> _Your assignment_
Collect all lines containing the word "path" from the data.

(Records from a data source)
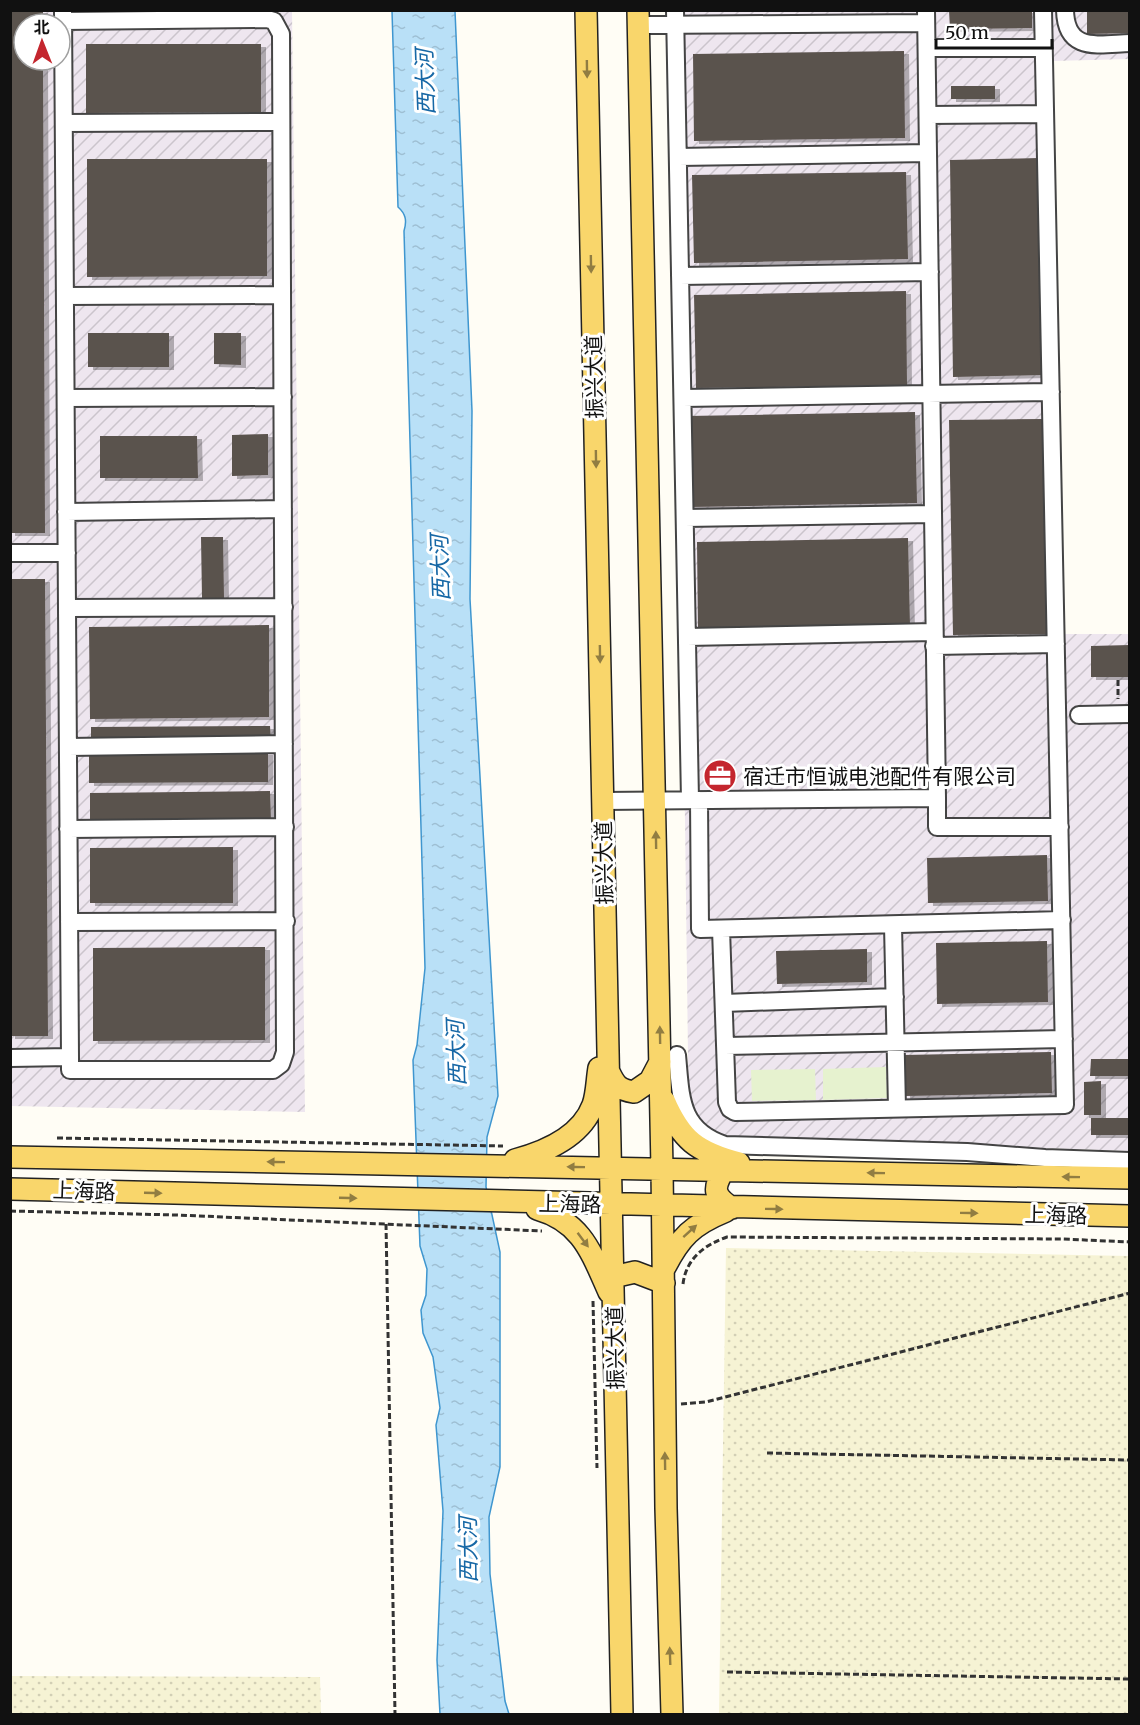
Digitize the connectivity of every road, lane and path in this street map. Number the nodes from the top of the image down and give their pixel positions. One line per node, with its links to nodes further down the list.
1 (586, 10): 44 (main road, 振兴大道, one-way to 44)
2 (1043, 10): 10 (lane)
3 (1065, 10): 8 (lane)
4 (72, 16): 14 (lane)
5 (926, 17): 7 (lane); 9 (lane)
6 (638, 18): 7 (lane); 45 (main road)
7 (675, 18): 17 (lane)
8 (1130, 43)
9 (927, 48): 10 (lane); 13 (lane)
10 (1044, 48): 12 (lane)
11 (64, 72): 15 (lane)
12 (1045, 114): 13 (lane); 22 (lane)
13 (928, 115): 16 (lane)
14 (281, 122): 15 (lane); 20 (lane)
15 (64, 123): 21 (lane)
16 (928, 153): 17 (lane); 18 (lane)
17 (678, 157): 19 (lane)
18 (930, 272): 19 (lane); 23 (lane)
19 (680, 276): 26 (lane)
20 (282, 295): 21 (lane); 24 (lane)
21 (65, 296): 25 (lane)
22 (1051, 392): 23 (lane); 37 (lane)
23 (931, 393): 26 (lane); 29 (lane)
24 (283, 397): 25 (lane); 27 (lane)
25 (66, 398): 28 (lane)
26 (683, 398): 30 (lane)
27 (283, 509): 28 (lane); 33 (lane)
28 (66, 512): 32 (lane)
29 (933, 514): 30 (lane); 36 (lane)
30 (685, 518): 35 (lane)
31 (10, 553): 32 (lane)
32 (66, 553): 34 (lane)
33 (284, 607): 34 (lane); 40 (lane)
34 (67, 608): 41 (lane)
35 (687, 637): 36 (lane); 43 (lane)
36 (934, 639): 37 (lane); 42 (lane)
37 (1056, 644): 47 (lane)
38 (1130, 714): 39 (lane)
39 (1079, 715)
40 (284, 744): 41 (lane); 46 (lane)
41 (68, 747): 48 (lane)
42 (937, 798): 43 (lane); 47 (lane)
43 (694, 800): 45 (lane); 53 (lane)
44 (603, 801): 45 (lane); 56 (main road, 振兴大道)
45 (655, 801): 62 (main road, one-way to 45)
46 (285, 827): 48 (lane); 50 (lane)
47 (1060, 827): 49 (lane)
48 (68, 829): 51 (lane)
49 (1062, 920): 52 (lane); 57 (lane)
50 (286, 921): 51 (lane); 60 (lane)
51 (69, 922): 60 (lane)
52 (893, 925): 53 (lane); 54 (lane)
53 (721, 929): 55 (lane)
54 (895, 997): 55 (lane); 58 (lane)
55 (724, 1003): 59 (lane)
56 (607, 1011): 63 (main road, 振兴大道); 67 (main road)
57 (1064, 1039): 58 (lane); 65 (lane)
58 (896, 1043): 59 (lane); 65 (lane)
59 (725, 1046): 65 (lane)
60 (70, 1057): 61 (lane)
61 (10, 1058)
62 (669, 1059): 63 (main road); 64 (main road); 69 (lane)
63 (609, 1072): 71 (main road, 振兴大道)
64 (661, 1094): 72 (main road); 74 (main road)
65 (897, 1108)
66 (46, 1138): 67 (path)
67 (500, 1156): 68 (main road, 上海路, one-way to 68); 70 (main road, 上海路)
68 (10, 1157)
69 (1130, 1161)
70 (537, 1166): 71 (main road, 上海路, one-way to 70); 77 (main road)
71 (610, 1167): 72 (main road, 上海路); 78 (main road, 振兴大道)
72 (662, 1168): 73 (main road, 上海路); 79 (main road)
73 (724, 1170): 74 (main road, 上海路); 80 (main road)
74 (771, 1171): 75 (main road, 上海路, one-way to 74)
75 (1130, 1178)
76 (10, 1189): 77 (main road, 上海路, one-way to 77)
77 (516, 1203): 78 (main road, 上海路); 89 (main road, one-way to 89)
78 (611, 1205): 79 (main road, 上海路); 86 (main road, 振兴大道)
79 (663, 1206): 80 (main road, 上海路); 87 (main road)
80 (732, 1208): 82 (main road, 上海路, one-way to 82); 87 (main road, one-way to 80)
81 (10, 1211): 83 (path)
82 (1130, 1216)
83 (386, 1224): 84 (path); 97 (path)
84 (544, 1231)
85 (1130, 1242): 87 (path)
86 (613, 1277): 87 (main road); 89 (main road, 振兴大道)
87 (670, 1282): 91 (main road)
88 (1130, 1293): 91 (path)
89 (603, 1301): 94 (path); 98 (main road, 振兴大道)
90 (682, 1393): 91 (path)
91 (673, 1405): 99 (main road, one-way to 91)
92 (767, 1453): 93 (path)
93 (1130, 1460)
94 (598, 1478)
95 (727, 1672): 96 (path)
96 (1130, 1679)
97 (395, 1714)
98 (622, 1714)
99 (672, 1714)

> _Answer for the task_
Digitize the connectivity of every road, lane and path in this street map. Number the nodes from the top of the image down and give their pixel positions. One line per node, with its links to nodes further down the list.
66 (46, 1138): 67 (path)
81 (10, 1211): 83 (path)
83 (386, 1224): 84 (path); 97 (path)
85 (1130, 1242): 87 (path)
88 (1130, 1293): 91 (path)
89 (603, 1301): 94 (path); 98 (main road, 振兴大道)
90 (682, 1393): 91 (path)
92 (767, 1453): 93 (path)
95 (727, 1672): 96 (path)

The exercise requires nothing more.